Task data:
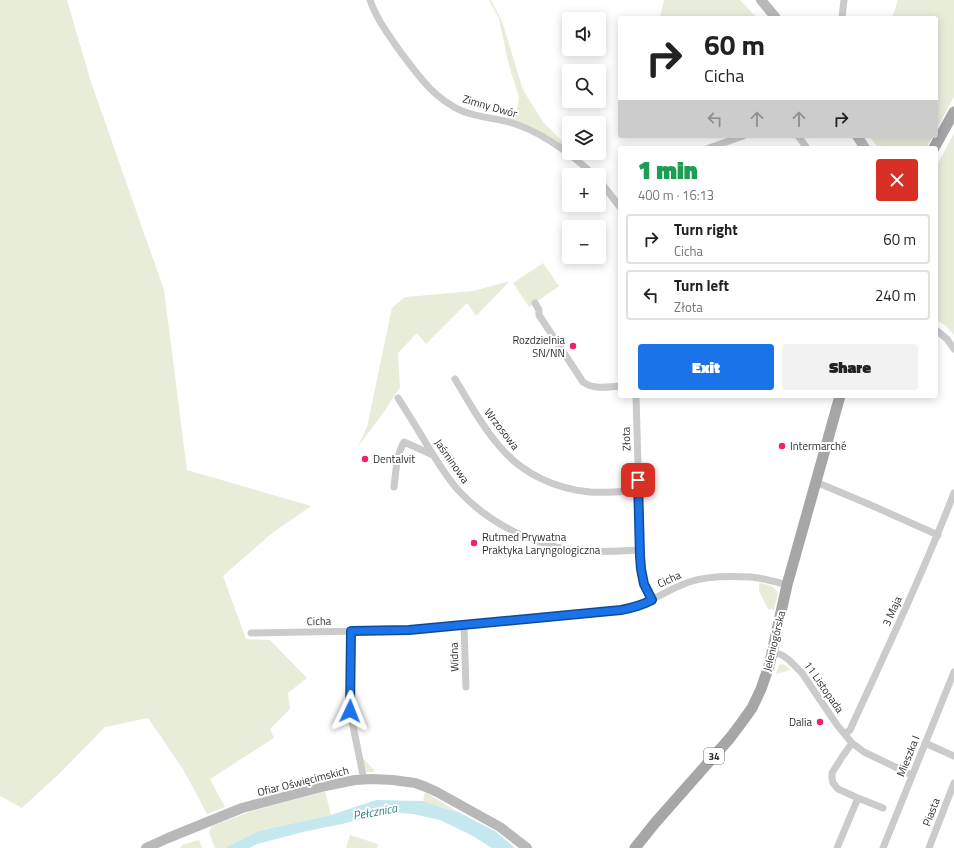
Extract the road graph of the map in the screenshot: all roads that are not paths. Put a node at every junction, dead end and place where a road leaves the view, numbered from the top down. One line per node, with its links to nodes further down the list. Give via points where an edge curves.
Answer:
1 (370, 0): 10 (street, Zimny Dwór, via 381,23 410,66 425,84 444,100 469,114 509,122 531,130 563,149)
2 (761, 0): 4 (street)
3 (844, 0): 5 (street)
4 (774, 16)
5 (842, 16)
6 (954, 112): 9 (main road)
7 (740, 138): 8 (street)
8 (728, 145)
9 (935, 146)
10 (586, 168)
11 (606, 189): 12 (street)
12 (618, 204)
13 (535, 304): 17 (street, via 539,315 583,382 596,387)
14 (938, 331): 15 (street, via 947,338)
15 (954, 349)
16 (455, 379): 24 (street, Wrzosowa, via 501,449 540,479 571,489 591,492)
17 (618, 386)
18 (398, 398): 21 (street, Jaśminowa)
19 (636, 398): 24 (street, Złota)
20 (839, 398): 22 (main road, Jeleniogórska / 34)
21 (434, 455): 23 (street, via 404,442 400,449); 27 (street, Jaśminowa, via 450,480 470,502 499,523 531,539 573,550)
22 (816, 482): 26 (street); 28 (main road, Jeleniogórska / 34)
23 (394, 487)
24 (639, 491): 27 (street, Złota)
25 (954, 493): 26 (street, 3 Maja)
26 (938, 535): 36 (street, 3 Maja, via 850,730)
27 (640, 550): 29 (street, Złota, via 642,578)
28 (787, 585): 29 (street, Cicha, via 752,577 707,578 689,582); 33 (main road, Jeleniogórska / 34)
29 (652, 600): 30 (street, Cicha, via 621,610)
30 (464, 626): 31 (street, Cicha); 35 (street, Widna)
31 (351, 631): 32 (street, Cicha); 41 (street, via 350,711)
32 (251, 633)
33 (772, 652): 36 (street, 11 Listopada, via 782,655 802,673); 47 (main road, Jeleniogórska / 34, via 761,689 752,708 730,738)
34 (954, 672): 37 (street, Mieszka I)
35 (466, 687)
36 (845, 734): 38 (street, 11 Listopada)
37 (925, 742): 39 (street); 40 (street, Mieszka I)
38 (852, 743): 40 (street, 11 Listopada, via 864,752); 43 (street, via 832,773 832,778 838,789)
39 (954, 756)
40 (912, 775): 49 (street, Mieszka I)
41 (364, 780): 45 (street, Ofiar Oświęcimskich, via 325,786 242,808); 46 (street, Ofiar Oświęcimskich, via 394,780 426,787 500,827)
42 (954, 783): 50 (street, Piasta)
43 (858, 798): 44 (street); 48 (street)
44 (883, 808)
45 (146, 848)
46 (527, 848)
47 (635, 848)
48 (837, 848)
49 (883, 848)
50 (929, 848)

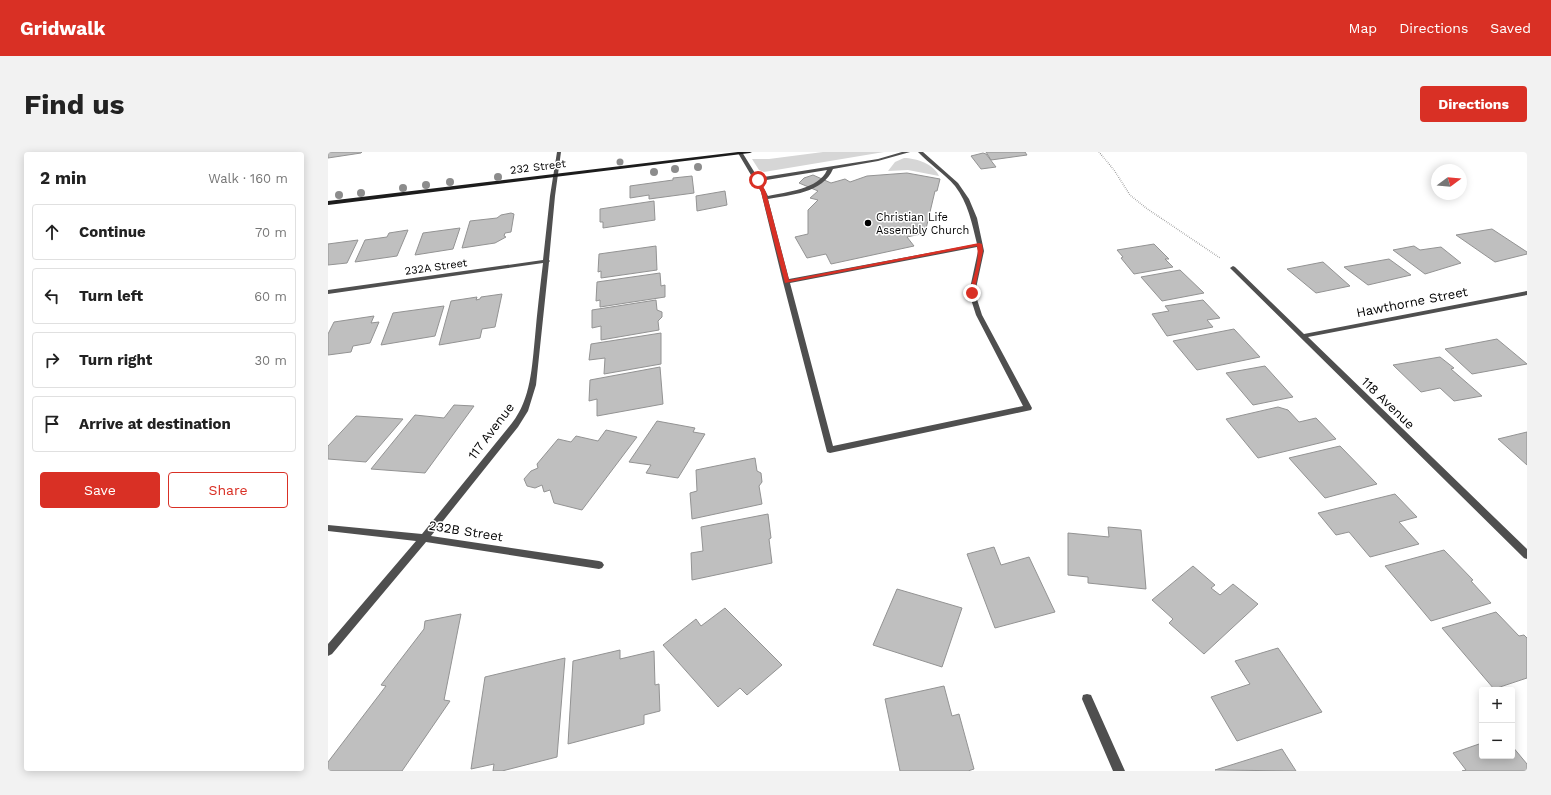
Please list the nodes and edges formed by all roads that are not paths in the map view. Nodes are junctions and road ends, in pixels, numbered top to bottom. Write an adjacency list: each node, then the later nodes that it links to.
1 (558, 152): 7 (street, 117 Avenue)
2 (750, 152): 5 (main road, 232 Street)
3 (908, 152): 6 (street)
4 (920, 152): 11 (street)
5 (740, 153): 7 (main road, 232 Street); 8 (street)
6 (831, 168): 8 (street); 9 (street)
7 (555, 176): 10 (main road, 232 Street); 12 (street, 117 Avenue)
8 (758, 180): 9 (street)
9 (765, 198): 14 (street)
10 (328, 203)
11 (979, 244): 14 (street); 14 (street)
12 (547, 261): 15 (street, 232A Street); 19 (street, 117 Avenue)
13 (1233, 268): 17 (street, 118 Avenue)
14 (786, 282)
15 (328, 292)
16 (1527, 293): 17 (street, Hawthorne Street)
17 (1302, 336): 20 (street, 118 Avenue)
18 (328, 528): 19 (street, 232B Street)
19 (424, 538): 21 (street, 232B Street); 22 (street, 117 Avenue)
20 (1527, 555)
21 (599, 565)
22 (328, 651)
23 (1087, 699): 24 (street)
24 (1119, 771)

What to do:
Scan the data above and report each line in which "that" is present.

Task solution:
Extract the road graph of the map in the screenshot: all roads that are not paths. Put a node at every junction, dead end and place where a road leaves the view, numbered from the top down. One line per node, with its links to nodes further down the list. Give via points where an edge curves.
Please list the nodes and edges formed by all roads that are not paths in the map view. Nodes are junctions and road ends, in pixels, numbered top to bottom. Write an adjacency list: each node, then the later nodes that it links to.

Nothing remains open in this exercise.